▸ Exercise prompt
The answer must be a single number: how many lines in the records below contain the word "that".

▸ Dataset entries

• • • • • • •

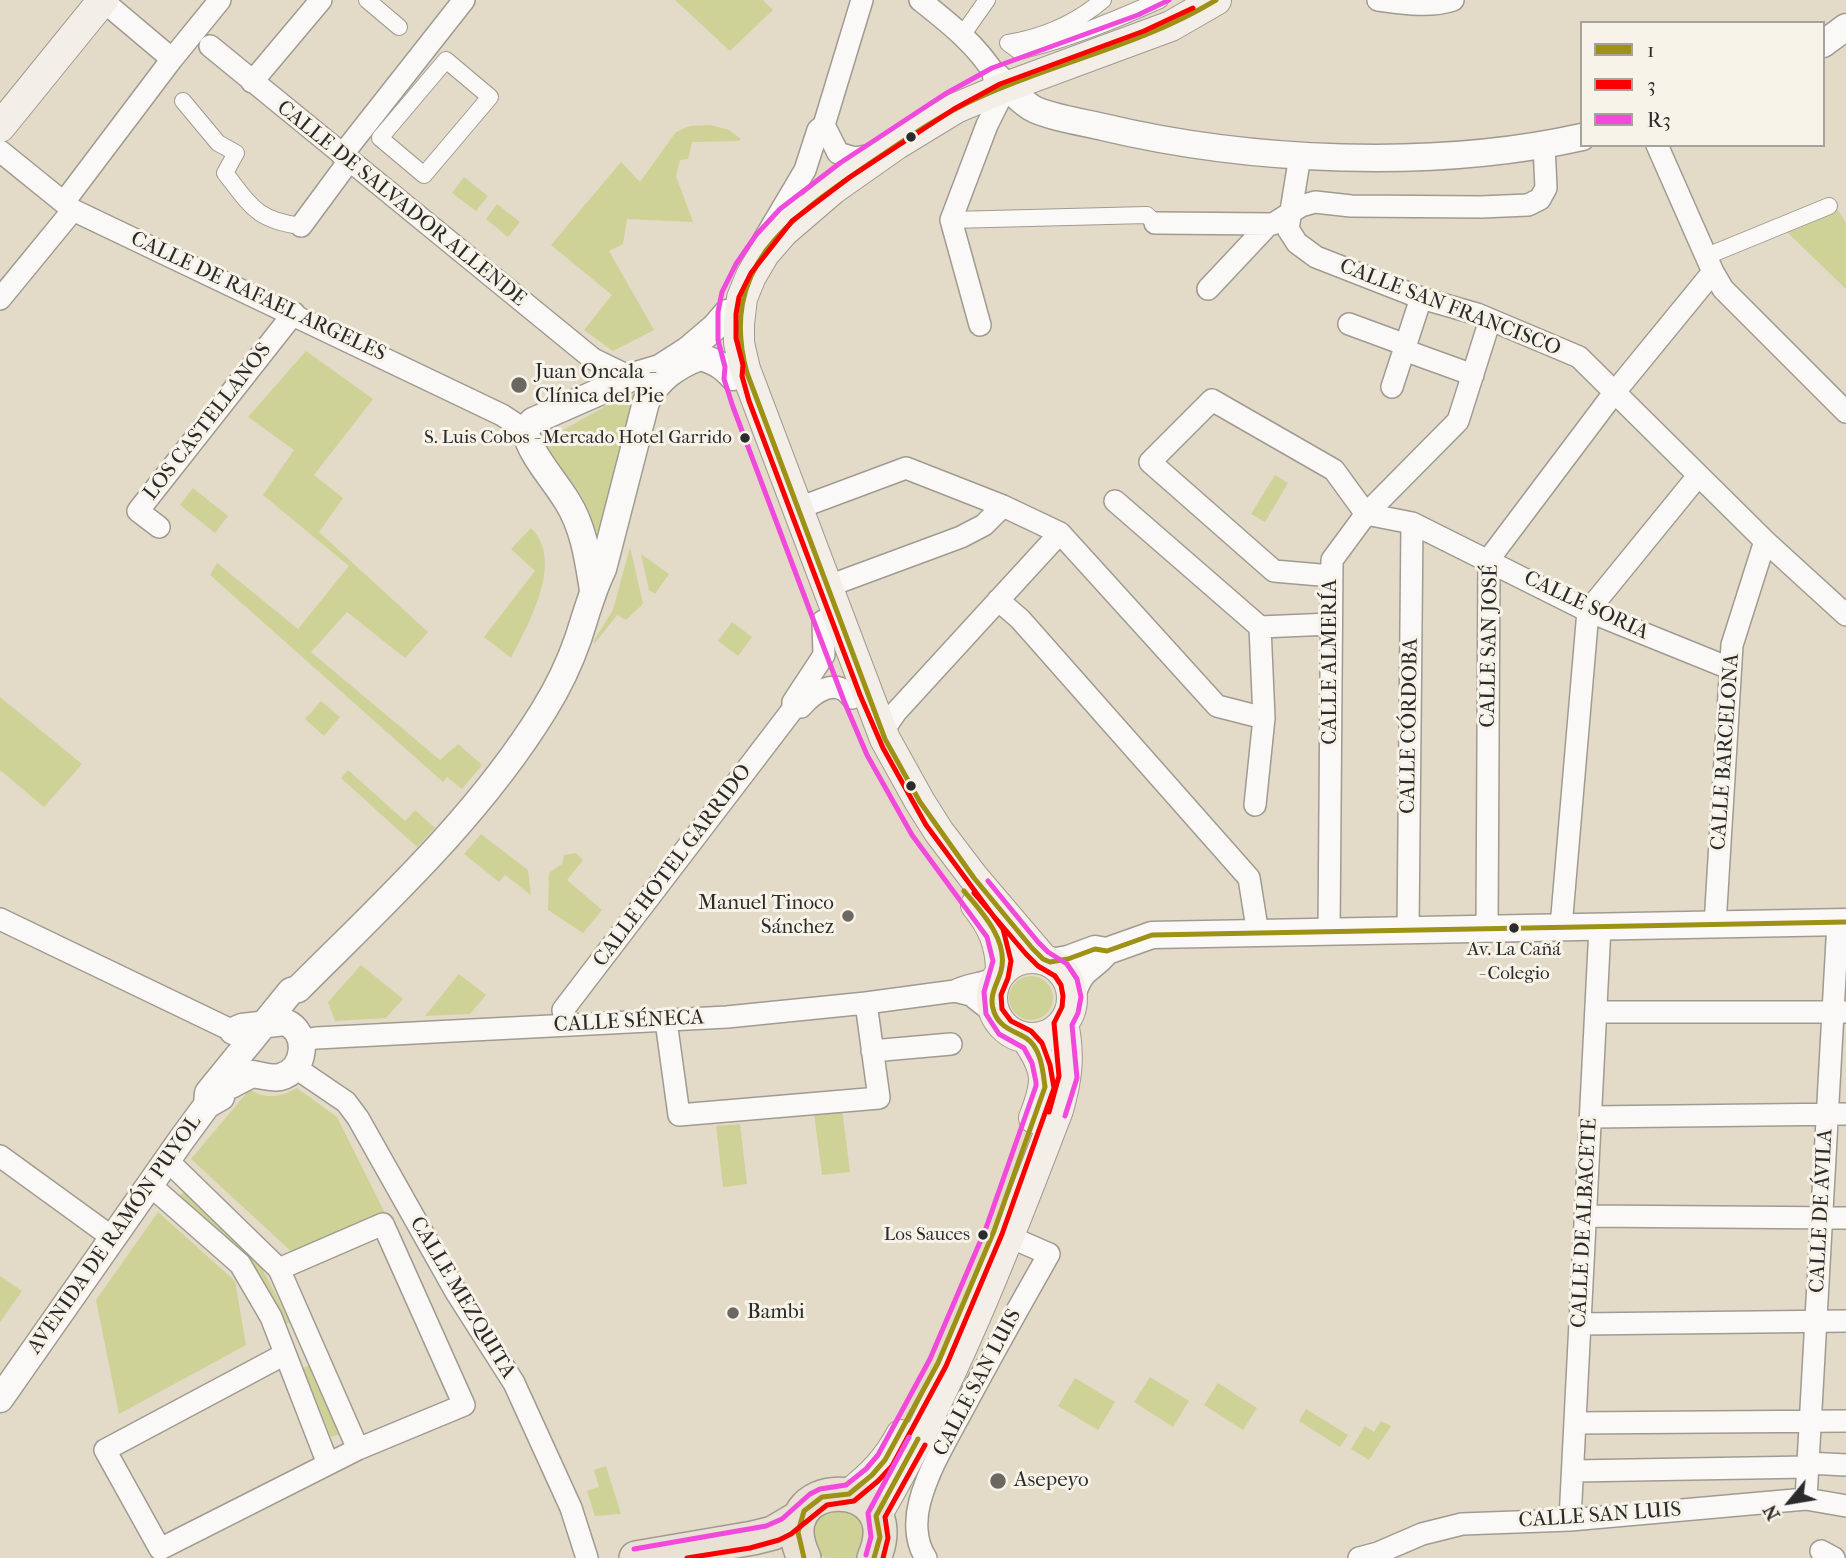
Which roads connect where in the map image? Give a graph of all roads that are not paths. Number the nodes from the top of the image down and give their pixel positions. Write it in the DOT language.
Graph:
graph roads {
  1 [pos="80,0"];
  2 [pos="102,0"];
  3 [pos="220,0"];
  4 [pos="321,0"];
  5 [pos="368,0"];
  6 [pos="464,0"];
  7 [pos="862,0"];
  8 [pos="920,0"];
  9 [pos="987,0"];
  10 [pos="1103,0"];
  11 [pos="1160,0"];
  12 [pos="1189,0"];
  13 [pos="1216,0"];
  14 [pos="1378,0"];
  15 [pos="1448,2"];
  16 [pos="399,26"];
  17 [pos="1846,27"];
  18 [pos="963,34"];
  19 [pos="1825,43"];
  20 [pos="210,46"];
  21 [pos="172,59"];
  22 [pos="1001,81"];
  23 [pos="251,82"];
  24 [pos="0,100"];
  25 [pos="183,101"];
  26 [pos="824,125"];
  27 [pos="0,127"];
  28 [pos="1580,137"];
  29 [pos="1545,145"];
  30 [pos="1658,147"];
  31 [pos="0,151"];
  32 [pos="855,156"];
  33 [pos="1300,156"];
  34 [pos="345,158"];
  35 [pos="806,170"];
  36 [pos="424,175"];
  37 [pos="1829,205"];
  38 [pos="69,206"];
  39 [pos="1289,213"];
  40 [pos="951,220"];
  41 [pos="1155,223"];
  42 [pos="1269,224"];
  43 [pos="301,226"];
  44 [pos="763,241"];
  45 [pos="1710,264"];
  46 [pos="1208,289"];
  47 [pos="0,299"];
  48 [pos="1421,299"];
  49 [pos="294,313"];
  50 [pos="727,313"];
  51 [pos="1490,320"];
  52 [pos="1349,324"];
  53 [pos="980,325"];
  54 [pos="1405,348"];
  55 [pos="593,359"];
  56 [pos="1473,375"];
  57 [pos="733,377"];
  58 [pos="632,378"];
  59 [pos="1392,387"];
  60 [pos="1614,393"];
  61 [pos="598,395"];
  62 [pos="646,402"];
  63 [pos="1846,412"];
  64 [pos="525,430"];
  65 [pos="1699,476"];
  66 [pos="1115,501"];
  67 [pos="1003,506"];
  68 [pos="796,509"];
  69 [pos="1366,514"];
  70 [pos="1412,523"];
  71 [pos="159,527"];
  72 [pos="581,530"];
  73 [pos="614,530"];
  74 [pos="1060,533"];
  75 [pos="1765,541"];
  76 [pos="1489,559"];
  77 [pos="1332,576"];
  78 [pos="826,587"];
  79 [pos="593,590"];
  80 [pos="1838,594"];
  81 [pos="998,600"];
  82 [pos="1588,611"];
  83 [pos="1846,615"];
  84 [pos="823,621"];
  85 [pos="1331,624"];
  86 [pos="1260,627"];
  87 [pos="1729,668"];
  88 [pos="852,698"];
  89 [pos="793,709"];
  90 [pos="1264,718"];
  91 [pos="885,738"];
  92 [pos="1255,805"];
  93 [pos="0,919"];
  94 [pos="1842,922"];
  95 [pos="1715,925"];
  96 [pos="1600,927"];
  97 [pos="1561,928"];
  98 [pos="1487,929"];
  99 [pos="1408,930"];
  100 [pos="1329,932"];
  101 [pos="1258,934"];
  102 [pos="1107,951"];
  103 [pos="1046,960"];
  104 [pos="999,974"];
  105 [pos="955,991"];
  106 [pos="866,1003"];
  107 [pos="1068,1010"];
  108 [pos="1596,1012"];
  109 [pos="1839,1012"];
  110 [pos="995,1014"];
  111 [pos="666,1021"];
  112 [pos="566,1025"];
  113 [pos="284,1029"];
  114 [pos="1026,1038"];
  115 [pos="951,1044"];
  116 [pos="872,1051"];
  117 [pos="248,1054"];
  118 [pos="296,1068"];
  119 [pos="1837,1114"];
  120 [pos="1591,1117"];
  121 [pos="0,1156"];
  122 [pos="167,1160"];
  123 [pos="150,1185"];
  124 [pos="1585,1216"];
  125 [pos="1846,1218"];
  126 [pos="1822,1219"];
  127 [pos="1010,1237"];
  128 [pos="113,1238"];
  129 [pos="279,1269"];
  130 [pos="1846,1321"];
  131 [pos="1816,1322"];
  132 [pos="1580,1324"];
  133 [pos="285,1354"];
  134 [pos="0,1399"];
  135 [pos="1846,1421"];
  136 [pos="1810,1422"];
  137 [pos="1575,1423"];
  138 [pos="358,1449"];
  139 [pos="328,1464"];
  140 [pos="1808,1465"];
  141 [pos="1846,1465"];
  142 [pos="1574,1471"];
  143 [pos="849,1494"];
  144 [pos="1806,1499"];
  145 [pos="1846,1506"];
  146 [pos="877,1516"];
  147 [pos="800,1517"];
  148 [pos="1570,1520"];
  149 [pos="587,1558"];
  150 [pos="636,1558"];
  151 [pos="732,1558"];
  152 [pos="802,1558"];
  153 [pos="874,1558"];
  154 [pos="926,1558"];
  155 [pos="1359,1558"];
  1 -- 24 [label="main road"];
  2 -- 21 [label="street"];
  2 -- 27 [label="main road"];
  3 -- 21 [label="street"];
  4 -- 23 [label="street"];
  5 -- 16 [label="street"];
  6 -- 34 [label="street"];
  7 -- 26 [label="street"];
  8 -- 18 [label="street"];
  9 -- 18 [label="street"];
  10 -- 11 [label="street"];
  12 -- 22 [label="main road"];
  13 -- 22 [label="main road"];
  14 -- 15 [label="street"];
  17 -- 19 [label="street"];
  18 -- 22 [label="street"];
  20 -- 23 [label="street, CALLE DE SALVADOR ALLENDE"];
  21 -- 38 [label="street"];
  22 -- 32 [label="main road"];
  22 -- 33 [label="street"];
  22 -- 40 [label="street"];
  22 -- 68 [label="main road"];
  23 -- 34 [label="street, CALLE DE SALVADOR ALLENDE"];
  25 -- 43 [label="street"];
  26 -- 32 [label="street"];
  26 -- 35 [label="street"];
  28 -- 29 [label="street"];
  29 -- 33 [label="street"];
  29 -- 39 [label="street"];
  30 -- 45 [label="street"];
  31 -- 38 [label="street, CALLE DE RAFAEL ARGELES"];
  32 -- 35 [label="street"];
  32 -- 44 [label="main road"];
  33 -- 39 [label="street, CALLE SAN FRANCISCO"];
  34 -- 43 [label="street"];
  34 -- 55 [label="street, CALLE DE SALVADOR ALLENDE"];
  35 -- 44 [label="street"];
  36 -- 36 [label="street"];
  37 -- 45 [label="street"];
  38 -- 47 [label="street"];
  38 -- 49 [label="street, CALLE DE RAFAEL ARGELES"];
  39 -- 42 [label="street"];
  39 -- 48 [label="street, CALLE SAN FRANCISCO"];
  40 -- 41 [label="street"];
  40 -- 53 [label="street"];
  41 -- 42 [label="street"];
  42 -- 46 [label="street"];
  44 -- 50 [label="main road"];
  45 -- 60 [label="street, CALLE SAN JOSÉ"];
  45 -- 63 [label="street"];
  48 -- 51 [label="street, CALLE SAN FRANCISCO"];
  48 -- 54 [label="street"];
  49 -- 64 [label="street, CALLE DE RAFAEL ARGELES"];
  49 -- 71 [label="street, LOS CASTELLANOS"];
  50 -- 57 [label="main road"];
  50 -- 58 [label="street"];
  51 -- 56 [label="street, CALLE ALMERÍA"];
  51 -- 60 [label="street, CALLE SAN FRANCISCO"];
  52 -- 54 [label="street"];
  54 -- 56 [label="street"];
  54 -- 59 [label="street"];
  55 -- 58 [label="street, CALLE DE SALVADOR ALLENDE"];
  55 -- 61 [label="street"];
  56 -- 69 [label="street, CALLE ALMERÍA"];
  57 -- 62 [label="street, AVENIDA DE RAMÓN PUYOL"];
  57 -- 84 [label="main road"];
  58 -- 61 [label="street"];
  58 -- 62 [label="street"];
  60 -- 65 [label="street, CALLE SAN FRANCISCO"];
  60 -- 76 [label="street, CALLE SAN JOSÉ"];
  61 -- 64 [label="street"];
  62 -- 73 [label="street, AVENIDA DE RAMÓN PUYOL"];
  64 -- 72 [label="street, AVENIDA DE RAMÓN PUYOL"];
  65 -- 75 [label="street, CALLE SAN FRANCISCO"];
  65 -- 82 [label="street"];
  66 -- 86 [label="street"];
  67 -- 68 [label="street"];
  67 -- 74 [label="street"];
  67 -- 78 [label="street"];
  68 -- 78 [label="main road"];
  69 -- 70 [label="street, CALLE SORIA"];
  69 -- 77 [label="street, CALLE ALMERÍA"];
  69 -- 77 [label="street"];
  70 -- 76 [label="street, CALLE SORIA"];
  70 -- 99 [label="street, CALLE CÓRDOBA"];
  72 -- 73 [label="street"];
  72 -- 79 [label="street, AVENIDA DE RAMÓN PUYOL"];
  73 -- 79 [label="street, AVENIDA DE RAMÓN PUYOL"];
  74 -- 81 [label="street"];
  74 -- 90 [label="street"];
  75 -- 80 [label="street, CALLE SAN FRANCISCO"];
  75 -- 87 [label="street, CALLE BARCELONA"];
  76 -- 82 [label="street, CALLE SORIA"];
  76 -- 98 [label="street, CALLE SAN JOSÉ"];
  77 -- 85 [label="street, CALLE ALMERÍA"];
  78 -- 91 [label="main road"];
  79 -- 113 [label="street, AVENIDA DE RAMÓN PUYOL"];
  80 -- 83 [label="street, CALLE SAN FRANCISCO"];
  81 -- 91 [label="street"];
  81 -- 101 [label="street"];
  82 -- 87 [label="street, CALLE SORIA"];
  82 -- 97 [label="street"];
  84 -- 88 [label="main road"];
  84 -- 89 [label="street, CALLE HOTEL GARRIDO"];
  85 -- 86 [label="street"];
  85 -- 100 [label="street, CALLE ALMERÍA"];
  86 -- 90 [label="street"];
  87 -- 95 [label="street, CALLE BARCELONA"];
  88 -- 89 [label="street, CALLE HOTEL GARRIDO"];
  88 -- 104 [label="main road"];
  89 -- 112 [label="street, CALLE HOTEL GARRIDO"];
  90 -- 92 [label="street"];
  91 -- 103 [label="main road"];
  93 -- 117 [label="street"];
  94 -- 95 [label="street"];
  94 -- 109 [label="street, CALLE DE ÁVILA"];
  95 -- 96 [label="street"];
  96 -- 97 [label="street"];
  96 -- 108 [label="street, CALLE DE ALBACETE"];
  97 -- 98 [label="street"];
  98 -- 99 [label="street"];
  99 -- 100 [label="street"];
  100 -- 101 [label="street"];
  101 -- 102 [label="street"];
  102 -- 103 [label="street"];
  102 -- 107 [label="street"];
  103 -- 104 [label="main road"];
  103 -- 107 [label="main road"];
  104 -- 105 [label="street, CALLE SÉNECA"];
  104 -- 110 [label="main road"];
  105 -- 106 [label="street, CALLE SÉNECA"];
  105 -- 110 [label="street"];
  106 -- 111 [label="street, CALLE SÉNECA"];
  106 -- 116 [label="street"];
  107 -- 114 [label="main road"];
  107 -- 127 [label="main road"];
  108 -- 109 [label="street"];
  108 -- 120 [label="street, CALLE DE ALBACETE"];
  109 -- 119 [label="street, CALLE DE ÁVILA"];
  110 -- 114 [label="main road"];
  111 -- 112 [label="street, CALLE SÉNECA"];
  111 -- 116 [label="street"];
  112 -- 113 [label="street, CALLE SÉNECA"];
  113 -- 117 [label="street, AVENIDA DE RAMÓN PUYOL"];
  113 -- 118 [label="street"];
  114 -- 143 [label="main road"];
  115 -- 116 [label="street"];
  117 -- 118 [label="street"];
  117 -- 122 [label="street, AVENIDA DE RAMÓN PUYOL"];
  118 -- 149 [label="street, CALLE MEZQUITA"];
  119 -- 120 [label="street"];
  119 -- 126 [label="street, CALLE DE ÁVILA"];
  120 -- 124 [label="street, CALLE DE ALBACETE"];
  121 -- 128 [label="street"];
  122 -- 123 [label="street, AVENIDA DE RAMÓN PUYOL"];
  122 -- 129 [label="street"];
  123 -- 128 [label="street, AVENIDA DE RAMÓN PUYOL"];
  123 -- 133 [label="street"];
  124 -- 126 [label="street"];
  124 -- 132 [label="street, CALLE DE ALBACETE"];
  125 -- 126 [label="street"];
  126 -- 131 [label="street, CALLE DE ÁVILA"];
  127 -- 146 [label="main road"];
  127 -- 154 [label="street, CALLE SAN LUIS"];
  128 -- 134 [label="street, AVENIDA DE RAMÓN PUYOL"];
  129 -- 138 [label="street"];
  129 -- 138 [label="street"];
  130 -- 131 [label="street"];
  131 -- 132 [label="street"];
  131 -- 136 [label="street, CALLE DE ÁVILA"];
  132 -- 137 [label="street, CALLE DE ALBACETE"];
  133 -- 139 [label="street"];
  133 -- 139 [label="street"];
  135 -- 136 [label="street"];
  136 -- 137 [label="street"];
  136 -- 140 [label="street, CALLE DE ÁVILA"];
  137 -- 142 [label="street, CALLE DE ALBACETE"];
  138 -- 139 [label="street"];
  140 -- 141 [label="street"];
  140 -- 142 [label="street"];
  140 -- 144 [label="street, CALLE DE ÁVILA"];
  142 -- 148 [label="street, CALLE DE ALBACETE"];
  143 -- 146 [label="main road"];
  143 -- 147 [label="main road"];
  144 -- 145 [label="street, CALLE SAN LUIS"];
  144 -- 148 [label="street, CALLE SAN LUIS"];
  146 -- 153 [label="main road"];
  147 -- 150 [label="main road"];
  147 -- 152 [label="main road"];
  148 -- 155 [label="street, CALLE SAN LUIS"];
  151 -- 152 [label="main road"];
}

• • • • • • •

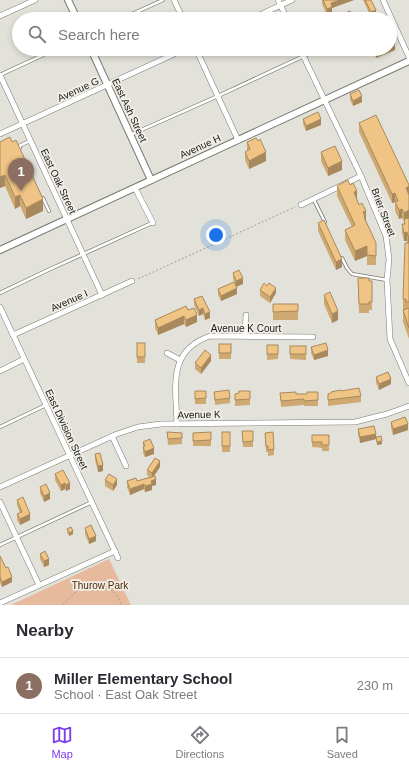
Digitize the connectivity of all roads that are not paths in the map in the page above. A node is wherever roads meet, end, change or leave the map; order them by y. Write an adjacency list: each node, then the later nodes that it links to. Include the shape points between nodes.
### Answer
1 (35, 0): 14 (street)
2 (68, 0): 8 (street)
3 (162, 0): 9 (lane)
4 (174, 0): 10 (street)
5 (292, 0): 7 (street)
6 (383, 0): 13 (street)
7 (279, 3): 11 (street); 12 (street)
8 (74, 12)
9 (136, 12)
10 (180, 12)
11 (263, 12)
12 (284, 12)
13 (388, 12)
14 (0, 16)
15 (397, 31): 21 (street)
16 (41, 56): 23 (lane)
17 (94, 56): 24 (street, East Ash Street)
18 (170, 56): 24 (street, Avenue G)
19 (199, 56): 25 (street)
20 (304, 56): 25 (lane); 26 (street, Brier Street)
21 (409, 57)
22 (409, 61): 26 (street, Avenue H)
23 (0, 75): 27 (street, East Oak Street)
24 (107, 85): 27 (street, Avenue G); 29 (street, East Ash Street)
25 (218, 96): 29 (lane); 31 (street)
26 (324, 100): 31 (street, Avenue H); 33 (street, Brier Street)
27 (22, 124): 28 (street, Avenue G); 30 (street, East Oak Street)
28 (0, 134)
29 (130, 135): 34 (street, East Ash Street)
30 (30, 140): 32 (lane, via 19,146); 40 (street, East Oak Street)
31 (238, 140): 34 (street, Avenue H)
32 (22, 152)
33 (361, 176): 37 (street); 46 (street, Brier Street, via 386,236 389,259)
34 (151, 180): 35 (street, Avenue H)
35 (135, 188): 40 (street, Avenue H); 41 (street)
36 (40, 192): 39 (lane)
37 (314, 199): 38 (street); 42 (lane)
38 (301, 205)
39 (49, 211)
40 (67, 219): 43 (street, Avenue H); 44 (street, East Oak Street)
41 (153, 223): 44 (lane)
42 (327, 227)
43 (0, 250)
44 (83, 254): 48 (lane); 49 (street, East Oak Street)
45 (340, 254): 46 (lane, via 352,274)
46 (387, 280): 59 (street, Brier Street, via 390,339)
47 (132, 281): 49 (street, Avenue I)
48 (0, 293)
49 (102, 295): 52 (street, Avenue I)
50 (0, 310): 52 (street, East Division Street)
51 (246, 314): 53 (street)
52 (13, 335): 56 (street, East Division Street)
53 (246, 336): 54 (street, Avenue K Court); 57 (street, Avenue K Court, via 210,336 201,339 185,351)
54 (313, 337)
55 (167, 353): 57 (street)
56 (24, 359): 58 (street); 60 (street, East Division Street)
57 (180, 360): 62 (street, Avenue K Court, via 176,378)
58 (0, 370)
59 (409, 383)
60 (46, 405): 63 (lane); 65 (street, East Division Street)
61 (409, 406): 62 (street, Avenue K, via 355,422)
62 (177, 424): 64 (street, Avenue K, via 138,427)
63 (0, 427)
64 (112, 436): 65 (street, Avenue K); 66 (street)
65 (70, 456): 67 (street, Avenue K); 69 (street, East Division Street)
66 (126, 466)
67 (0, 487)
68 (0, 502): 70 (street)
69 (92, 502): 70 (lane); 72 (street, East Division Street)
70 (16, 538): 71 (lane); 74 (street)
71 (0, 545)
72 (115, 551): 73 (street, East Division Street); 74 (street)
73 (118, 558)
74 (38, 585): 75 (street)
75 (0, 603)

• • • • • • •

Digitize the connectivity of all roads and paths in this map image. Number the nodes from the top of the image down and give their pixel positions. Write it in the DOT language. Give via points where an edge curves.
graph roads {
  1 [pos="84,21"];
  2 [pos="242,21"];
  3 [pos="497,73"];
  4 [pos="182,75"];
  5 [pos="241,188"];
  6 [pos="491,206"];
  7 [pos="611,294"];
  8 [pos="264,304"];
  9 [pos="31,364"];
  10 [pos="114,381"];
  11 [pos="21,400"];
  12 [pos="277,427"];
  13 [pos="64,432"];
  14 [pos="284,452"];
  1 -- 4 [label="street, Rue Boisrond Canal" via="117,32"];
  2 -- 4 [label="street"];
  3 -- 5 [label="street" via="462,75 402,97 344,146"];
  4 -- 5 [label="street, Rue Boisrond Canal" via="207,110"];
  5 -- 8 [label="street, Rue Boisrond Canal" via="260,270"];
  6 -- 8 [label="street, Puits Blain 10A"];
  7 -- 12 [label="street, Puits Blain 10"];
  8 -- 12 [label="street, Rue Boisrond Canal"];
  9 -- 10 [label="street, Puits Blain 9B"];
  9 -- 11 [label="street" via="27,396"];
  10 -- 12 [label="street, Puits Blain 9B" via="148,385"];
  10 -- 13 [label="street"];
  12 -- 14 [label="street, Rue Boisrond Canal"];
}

• • • • • • •

▸ Output for this task
2